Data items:
=-=-=

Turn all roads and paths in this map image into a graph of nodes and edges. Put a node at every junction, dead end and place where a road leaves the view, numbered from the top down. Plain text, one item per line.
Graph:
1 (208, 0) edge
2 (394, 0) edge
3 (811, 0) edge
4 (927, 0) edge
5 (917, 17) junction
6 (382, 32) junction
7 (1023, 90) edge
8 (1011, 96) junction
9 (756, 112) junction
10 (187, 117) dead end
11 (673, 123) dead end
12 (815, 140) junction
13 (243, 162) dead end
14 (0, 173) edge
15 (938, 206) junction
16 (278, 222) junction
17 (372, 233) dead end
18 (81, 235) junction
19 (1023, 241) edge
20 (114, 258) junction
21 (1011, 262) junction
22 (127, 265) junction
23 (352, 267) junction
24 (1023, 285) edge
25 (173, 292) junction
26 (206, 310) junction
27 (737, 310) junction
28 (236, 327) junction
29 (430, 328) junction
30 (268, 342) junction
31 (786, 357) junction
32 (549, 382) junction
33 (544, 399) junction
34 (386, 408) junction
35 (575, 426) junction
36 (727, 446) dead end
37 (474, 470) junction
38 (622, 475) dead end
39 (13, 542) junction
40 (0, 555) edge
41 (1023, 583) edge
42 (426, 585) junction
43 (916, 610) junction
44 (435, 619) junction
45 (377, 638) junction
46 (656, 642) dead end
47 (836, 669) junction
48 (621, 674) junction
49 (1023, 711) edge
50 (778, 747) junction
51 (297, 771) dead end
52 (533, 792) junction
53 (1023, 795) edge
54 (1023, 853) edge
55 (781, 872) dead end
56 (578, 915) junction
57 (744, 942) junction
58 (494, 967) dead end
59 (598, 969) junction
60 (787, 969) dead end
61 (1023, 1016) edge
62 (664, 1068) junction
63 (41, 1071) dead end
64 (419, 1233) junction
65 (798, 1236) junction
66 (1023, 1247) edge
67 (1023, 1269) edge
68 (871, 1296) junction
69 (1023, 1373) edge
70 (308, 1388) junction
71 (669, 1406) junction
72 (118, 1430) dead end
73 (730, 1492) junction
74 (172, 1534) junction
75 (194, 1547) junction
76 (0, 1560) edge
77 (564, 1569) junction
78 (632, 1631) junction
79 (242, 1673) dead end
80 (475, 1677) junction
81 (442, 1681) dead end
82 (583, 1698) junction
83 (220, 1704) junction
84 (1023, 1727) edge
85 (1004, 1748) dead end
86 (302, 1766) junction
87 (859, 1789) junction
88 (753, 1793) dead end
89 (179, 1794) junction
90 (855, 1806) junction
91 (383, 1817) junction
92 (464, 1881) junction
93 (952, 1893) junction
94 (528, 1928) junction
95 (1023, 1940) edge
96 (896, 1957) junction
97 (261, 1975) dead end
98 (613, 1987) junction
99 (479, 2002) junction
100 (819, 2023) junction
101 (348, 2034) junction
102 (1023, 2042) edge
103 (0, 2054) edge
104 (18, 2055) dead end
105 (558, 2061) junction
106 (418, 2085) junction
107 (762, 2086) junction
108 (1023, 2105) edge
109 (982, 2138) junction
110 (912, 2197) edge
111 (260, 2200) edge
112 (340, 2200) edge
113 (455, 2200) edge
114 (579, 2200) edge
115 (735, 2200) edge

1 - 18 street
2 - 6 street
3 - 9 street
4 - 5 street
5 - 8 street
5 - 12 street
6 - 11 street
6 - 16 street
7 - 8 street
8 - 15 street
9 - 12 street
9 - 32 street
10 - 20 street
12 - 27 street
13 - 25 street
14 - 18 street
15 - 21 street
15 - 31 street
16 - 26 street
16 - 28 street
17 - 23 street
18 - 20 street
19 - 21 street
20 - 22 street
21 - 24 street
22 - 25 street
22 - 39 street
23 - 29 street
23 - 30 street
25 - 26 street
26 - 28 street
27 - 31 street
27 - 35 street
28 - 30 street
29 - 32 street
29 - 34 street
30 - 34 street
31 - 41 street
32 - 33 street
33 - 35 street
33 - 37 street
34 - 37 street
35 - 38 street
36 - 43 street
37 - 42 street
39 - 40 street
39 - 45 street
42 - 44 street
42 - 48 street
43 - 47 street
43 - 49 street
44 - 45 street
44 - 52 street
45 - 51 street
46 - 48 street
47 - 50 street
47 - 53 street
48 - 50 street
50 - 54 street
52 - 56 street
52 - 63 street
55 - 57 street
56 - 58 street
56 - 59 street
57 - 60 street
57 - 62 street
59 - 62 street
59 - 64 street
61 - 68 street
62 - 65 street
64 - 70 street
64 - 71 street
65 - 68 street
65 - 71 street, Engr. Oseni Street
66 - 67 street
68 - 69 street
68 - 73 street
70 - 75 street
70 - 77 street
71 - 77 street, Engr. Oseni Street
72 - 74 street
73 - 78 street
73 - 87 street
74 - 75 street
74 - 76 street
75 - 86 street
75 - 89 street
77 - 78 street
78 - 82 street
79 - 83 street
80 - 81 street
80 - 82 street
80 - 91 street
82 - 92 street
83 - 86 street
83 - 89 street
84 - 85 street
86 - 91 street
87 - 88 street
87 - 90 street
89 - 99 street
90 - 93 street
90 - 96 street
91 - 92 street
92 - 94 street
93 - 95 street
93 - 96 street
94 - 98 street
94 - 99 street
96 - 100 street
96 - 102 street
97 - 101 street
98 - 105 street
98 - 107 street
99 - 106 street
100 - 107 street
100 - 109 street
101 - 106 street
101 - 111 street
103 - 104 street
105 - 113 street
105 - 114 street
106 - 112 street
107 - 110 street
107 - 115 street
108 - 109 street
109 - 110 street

=-=-=

• Exercise:
Output every record without changing any wording.

• Problem solution:
Turn all roads and paths in this map image into a graph of nodes and edges. Put a node at every junction, dead end and place where a road leaves the view, numbered from the top down. Plain text, one item per line.
Graph:
1 (208, 0) edge
2 (394, 0) edge
3 (811, 0) edge
4 (927, 0) edge
5 (917, 17) junction
6 (382, 32) junction
7 (1023, 90) edge
8 (1011, 96) junction
9 (756, 112) junction
10 (187, 117) dead end
11 (673, 123) dead end
12 (815, 140) junction
13 (243, 162) dead end
14 (0, 173) edge
15 (938, 206) junction
16 (278, 222) junction
17 (372, 233) dead end
18 (81, 235) junction
19 (1023, 241) edge
20 (114, 258) junction
21 (1011, 262) junction
22 (127, 265) junction
23 (352, 267) junction
24 (1023, 285) edge
25 (173, 292) junction
26 (206, 310) junction
27 (737, 310) junction
28 (236, 327) junction
29 (430, 328) junction
30 (268, 342) junction
31 (786, 357) junction
32 (549, 382) junction
33 (544, 399) junction
34 (386, 408) junction
35 (575, 426) junction
36 (727, 446) dead end
37 (474, 470) junction
38 (622, 475) dead end
39 (13, 542) junction
40 (0, 555) edge
41 (1023, 583) edge
42 (426, 585) junction
43 (916, 610) junction
44 (435, 619) junction
45 (377, 638) junction
46 (656, 642) dead end
47 (836, 669) junction
48 (621, 674) junction
49 (1023, 711) edge
50 (778, 747) junction
51 (297, 771) dead end
52 (533, 792) junction
53 (1023, 795) edge
54 (1023, 853) edge
55 (781, 872) dead end
56 (578, 915) junction
57 (744, 942) junction
58 (494, 967) dead end
59 (598, 969) junction
60 (787, 969) dead end
61 (1023, 1016) edge
62 (664, 1068) junction
63 (41, 1071) dead end
64 (419, 1233) junction
65 (798, 1236) junction
66 (1023, 1247) edge
67 (1023, 1269) edge
68 (871, 1296) junction
69 (1023, 1373) edge
70 (308, 1388) junction
71 (669, 1406) junction
72 (118, 1430) dead end
73 (730, 1492) junction
74 (172, 1534) junction
75 (194, 1547) junction
76 (0, 1560) edge
77 (564, 1569) junction
78 (632, 1631) junction
79 (242, 1673) dead end
80 (475, 1677) junction
81 (442, 1681) dead end
82 (583, 1698) junction
83 (220, 1704) junction
84 (1023, 1727) edge
85 (1004, 1748) dead end
86 (302, 1766) junction
87 (859, 1789) junction
88 (753, 1793) dead end
89 (179, 1794) junction
90 (855, 1806) junction
91 (383, 1817) junction
92 (464, 1881) junction
93 (952, 1893) junction
94 (528, 1928) junction
95 (1023, 1940) edge
96 (896, 1957) junction
97 (261, 1975) dead end
98 (613, 1987) junction
99 (479, 2002) junction
100 (819, 2023) junction
101 (348, 2034) junction
102 (1023, 2042) edge
103 (0, 2054) edge
104 (18, 2055) dead end
105 (558, 2061) junction
106 (418, 2085) junction
107 (762, 2086) junction
108 (1023, 2105) edge
109 (982, 2138) junction
110 (912, 2197) edge
111 (260, 2200) edge
112 (340, 2200) edge
113 (455, 2200) edge
114 (579, 2200) edge
115 (735, 2200) edge

1 - 18 street
2 - 6 street
3 - 9 street
4 - 5 street
5 - 8 street
5 - 12 street
6 - 11 street
6 - 16 street
7 - 8 street
8 - 15 street
9 - 12 street
9 - 32 street
10 - 20 street
12 - 27 street
13 - 25 street
14 - 18 street
15 - 21 street
15 - 31 street
16 - 26 street
16 - 28 street
17 - 23 street
18 - 20 street
19 - 21 street
20 - 22 street
21 - 24 street
22 - 25 street
22 - 39 street
23 - 29 street
23 - 30 street
25 - 26 street
26 - 28 street
27 - 31 street
27 - 35 street
28 - 30 street
29 - 32 street
29 - 34 street
30 - 34 street
31 - 41 street
32 - 33 street
33 - 35 street
33 - 37 street
34 - 37 street
35 - 38 street
36 - 43 street
37 - 42 street
39 - 40 street
39 - 45 street
42 - 44 street
42 - 48 street
43 - 47 street
43 - 49 street
44 - 45 street
44 - 52 street
45 - 51 street
46 - 48 street
47 - 50 street
47 - 53 street
48 - 50 street
50 - 54 street
52 - 56 street
52 - 63 street
55 - 57 street
56 - 58 street
56 - 59 street
57 - 60 street
57 - 62 street
59 - 62 street
59 - 64 street
61 - 68 street
62 - 65 street
64 - 70 street
64 - 71 street
65 - 68 street
65 - 71 street, Engr. Oseni Street
66 - 67 street
68 - 69 street
68 - 73 street
70 - 75 street
70 - 77 street
71 - 77 street, Engr. Oseni Street
72 - 74 street
73 - 78 street
73 - 87 street
74 - 75 street
74 - 76 street
75 - 86 street
75 - 89 street
77 - 78 street
78 - 82 street
79 - 83 street
80 - 81 street
80 - 82 street
80 - 91 street
82 - 92 street
83 - 86 street
83 - 89 street
84 - 85 street
86 - 91 street
87 - 88 street
87 - 90 street
89 - 99 street
90 - 93 street
90 - 96 street
91 - 92 street
92 - 94 street
93 - 95 street
93 - 96 street
94 - 98 street
94 - 99 street
96 - 100 street
96 - 102 street
97 - 101 street
98 - 105 street
98 - 107 street
99 - 106 street
100 - 107 street
100 - 109 street
101 - 106 street
101 - 111 street
103 - 104 street
105 - 113 street
105 - 114 street
106 - 112 street
107 - 110 street
107 - 115 street
108 - 109 street
109 - 110 street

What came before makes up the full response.